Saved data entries
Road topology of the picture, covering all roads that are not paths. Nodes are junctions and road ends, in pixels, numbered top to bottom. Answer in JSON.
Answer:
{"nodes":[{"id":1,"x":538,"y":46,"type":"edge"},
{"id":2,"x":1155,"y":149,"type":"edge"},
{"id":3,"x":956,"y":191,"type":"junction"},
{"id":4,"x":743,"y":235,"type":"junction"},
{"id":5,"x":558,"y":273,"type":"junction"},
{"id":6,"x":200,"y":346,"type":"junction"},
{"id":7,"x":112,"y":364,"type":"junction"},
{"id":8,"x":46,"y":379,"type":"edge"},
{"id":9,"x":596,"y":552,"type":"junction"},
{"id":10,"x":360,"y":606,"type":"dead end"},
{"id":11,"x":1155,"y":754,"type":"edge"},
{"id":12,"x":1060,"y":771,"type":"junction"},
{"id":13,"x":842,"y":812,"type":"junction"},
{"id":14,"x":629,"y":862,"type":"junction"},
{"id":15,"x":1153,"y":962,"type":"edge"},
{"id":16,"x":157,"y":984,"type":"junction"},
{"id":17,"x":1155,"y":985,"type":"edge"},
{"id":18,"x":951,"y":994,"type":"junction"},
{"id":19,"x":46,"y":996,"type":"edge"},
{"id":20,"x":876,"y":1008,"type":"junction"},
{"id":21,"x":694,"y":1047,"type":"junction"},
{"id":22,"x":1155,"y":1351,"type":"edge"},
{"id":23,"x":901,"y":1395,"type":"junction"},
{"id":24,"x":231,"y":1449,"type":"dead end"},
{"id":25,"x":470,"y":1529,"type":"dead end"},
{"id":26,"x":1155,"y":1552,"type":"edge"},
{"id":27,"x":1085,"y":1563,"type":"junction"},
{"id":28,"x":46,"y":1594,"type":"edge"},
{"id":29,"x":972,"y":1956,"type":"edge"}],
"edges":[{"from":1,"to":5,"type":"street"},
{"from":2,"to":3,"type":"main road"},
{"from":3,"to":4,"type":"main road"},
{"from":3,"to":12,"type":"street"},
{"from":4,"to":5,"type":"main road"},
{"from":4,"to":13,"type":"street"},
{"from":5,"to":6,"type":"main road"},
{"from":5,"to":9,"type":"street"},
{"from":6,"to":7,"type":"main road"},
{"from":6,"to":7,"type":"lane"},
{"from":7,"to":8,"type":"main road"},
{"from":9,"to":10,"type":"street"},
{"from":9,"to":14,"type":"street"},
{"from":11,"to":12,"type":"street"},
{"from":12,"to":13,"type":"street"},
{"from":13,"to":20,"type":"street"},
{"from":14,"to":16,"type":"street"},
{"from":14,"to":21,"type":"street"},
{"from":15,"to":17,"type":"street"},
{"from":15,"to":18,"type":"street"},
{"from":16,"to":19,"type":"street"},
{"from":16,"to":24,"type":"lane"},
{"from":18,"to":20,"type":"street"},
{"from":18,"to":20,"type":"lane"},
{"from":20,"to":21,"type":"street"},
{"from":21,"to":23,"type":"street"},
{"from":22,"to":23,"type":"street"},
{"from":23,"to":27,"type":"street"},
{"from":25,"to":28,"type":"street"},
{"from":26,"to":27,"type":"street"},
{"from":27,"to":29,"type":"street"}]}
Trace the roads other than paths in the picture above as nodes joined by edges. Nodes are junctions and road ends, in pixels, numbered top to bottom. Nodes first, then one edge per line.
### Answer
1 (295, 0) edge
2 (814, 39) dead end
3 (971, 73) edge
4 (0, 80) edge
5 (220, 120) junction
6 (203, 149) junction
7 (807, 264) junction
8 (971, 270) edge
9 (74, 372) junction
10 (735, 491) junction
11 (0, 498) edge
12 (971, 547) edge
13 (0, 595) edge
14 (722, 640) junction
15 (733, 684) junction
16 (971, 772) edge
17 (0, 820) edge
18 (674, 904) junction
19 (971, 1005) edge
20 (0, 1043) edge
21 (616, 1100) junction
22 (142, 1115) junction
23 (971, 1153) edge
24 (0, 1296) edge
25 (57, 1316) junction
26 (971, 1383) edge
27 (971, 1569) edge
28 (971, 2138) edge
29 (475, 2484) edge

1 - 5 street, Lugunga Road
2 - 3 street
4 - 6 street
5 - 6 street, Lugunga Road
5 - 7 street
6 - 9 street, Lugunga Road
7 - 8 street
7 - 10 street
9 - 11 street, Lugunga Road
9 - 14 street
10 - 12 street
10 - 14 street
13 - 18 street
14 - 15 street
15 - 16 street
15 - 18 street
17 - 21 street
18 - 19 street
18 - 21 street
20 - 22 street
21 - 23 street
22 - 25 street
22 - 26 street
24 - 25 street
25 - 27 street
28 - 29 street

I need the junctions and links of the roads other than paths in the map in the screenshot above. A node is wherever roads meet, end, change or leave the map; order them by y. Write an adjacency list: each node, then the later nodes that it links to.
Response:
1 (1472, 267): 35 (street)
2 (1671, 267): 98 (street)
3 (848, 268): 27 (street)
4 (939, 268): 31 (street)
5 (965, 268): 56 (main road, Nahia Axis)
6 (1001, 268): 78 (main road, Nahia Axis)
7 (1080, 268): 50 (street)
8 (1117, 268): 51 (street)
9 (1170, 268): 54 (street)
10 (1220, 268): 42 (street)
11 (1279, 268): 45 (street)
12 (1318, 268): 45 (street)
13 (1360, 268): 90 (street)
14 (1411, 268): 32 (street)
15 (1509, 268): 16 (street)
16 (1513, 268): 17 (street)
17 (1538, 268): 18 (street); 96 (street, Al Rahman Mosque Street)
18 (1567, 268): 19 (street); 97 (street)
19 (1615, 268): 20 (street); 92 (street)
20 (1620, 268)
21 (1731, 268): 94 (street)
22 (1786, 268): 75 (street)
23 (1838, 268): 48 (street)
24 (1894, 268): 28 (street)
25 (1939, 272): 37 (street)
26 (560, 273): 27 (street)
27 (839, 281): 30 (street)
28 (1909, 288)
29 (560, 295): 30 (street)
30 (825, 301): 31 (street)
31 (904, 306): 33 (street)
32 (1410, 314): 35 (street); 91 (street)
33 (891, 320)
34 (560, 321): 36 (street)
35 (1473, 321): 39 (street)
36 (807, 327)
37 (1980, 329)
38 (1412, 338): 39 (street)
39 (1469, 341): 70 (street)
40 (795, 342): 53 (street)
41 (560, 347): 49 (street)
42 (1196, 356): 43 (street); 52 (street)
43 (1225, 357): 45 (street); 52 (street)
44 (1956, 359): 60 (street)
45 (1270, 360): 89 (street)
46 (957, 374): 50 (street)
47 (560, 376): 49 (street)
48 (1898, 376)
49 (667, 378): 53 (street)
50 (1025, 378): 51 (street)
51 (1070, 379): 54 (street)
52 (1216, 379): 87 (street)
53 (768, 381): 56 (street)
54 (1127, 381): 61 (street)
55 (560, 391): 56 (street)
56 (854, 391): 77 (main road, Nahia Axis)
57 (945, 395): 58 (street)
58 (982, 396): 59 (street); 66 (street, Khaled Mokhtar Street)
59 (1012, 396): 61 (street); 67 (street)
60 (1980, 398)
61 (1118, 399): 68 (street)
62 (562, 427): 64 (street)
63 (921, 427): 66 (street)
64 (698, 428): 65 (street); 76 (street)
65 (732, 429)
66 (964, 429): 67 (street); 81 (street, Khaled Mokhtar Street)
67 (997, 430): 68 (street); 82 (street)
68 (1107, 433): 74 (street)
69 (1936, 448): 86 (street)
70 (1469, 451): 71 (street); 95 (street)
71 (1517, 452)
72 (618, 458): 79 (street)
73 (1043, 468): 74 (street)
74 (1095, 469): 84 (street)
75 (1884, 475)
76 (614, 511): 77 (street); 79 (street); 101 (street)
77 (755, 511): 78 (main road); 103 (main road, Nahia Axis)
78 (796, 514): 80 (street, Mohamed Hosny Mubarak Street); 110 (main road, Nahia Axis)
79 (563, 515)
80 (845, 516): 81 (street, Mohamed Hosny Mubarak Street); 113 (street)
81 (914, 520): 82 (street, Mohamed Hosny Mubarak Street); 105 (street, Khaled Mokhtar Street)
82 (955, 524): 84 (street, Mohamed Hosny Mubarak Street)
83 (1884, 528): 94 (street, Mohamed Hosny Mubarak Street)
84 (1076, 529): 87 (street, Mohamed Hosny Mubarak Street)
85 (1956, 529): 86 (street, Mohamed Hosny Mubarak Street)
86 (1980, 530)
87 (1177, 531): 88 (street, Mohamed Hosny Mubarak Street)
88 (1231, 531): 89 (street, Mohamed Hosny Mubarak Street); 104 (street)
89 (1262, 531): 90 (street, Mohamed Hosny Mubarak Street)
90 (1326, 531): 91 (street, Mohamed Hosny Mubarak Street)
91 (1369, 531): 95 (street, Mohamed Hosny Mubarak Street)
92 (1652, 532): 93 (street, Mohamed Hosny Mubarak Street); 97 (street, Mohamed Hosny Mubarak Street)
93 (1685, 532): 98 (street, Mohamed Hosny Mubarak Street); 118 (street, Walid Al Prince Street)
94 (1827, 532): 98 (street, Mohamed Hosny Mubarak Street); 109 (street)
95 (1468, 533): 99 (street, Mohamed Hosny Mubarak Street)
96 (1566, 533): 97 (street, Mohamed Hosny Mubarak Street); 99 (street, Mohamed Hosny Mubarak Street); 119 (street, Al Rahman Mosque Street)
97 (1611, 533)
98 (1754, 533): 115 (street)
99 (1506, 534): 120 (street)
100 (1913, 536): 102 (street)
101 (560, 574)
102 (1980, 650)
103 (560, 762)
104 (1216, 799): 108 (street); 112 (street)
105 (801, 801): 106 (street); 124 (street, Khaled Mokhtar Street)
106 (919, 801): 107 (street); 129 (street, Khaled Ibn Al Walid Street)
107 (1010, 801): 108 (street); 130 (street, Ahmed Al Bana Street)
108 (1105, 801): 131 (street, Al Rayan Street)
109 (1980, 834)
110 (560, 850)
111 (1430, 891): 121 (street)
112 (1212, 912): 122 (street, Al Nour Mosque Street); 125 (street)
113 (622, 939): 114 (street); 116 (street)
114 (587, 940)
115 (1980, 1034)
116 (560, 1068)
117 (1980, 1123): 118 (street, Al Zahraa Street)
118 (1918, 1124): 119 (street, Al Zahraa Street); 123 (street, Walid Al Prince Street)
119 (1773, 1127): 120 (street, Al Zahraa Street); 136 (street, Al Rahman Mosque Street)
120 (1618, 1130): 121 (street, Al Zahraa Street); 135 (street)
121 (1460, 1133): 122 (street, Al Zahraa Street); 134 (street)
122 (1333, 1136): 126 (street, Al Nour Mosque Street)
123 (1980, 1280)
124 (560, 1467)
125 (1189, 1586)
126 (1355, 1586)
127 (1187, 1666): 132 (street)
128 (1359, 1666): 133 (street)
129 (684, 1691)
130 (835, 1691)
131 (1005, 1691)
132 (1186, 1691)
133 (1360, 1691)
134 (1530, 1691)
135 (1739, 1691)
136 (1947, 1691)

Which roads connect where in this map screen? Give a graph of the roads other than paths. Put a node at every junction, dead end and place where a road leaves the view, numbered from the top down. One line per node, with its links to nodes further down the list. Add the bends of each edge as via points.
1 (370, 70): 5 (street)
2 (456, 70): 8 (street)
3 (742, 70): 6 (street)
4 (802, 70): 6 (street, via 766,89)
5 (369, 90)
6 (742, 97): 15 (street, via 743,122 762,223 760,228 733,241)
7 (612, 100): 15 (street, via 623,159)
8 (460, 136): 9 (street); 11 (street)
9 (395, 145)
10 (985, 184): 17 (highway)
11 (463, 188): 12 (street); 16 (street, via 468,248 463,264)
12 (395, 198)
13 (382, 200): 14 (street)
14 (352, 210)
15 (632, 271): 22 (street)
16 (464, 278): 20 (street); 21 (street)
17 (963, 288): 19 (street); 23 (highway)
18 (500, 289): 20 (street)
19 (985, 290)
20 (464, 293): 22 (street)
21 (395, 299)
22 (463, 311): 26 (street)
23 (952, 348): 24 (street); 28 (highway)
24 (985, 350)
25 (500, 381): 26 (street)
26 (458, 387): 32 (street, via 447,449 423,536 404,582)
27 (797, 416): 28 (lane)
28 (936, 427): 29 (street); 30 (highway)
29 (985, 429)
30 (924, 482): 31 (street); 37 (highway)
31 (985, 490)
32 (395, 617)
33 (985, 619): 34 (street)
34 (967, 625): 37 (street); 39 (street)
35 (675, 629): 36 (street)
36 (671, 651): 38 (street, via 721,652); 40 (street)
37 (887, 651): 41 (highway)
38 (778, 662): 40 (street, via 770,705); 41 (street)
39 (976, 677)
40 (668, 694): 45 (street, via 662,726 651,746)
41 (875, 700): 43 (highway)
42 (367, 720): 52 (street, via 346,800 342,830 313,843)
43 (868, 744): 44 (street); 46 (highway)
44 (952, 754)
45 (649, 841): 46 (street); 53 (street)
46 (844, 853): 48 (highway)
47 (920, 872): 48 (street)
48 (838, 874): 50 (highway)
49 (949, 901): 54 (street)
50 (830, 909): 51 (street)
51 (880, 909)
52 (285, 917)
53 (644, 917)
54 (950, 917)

→ **Task**
All lines with the word "Prince" are needed; pull them from the entries and copy each.

→ **Answer box**
93 (1685, 532): 98 (street, Mohamed Hosny Mubarak Street); 118 (street, Walid Al Prince Street)
118 (1918, 1124): 119 (street, Al Zahraa Street); 123 (street, Walid Al Prince Street)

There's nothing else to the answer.